Globulare Sternhaufen als Zeugen der Vergangenheit
Ein Forschungsteam analysierte Daten des Hubble-Weltraumteleskops zu sogenannten globularen Sternhaufen. Diese dichten Ansammlungen alter Sterne ermöglichten Rückschlüsse auf die Entwicklungsgeschichte unserer Galaxie. Die Wissenschaftler bestimmten dabei Alter und chemische Zusammensetzung der Sternhaufen mit bisher unerreichter Genauigkeit.
Die Untersuchung ergab drei unterschiedliche Gruppen von Sternhaufen im galaktischen Zentrum. Eine Gruppe stammt von der bereits bekannten Kollision mit der Zwerggalaxie Gaia-Enceladus vor etwa 10 Milliarden Jahren. Eine zweite Gruppe gehört zum ursprünglichen Bestand der Milchstraße. Die dritte Gruppe weist auf eine noch ältere Verschmelzung hin.
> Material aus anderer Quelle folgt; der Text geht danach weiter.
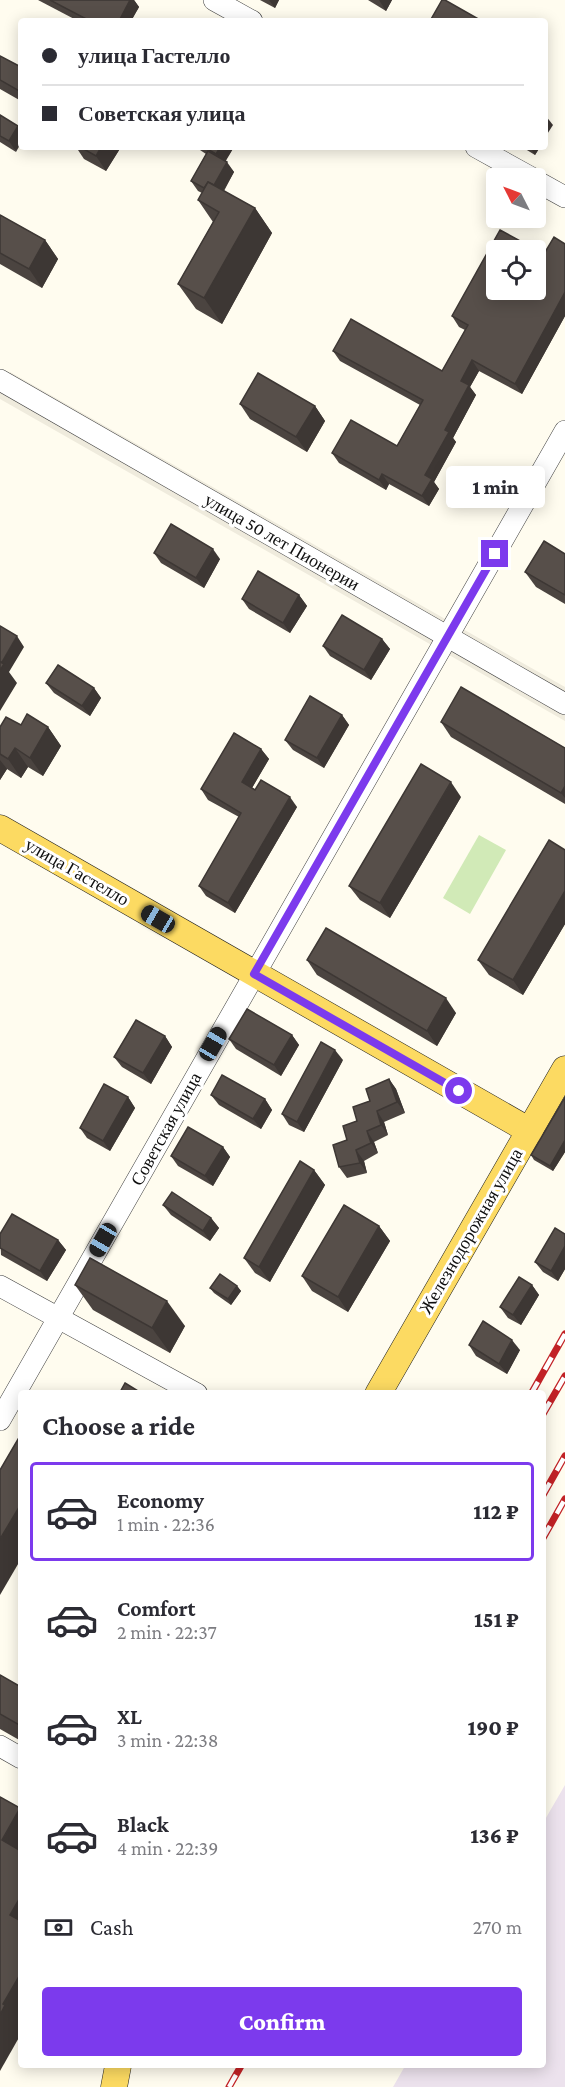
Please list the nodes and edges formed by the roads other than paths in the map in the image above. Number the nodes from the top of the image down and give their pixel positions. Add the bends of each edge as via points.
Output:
1 (214, 0) edge
2 (247, 18) edge
3 (481, 150) edge
4 (514, 168) edge
5 (546, 187) edge
6 (565, 197) edge
7 (0, 380) edge
8 (565, 430) edge
9 (447, 637) junction
10 (565, 704) edge
11 (0, 828) edge
12 (254, 974) junction
13 (565, 1069) edge
14 (530, 1131) junction
15 (0, 1286) edge
16 (59, 1319) junction
17 (190, 1390) edge
18 (380, 1390) edge
19 (0, 1420) edge
20 (0, 1746) edge
21 (18, 1756) edge
22 (118, 2068) edge
23 (114, 2087) edge

1 - 2 street
3 - 4 street
5 - 6 street
7 - 9 street, улица 50 лет Пионерии
8 - 9 street, Советская улица
9 - 10 street, улица 50 лет Пионерии
9 - 12 street, Советская улица
11 - 12 main road, улица Гастелло
12 - 14 main road, улица Гастелло
12 - 16 street, Советская улица
13 - 14 main road, Железнодорожная улица
14 - 18 main road, Железнодорожная улица
15 - 16 street
16 - 17 street
16 - 19 street, Советская улица
20 - 21 street
22 - 23 main road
Neue Erkenntnisse zur galaktischen Evolution
Die neu entdeckte Kollision ereignete sich etwa 1,8 Milliarden Jahre früher als die bisher früheste bekannte Verschmelzung. Die beteiligte Zwerggalaxie hatte eine Masse von etwa 500 Millionen Sonnenmassen – vergleichbar mit Gaia-Enceladus. Die meisten Sterne dieser Galaxie konzentrieren sich heute innerhalb von 20.000 Lichtjahren um das Zentrum der Milchstraße.
Die Forscher bezeichneten das Ereignis als „Low-energy-Kraken-Heracles“ (LKH). Diese Bezeichnung bezieht sich auf drei frühere Studien, die eine solche galaktische Begegnung vermutet hatten. Die Ergebnisse wurden im Fachjournal Nature Astronomy veröffentlicht.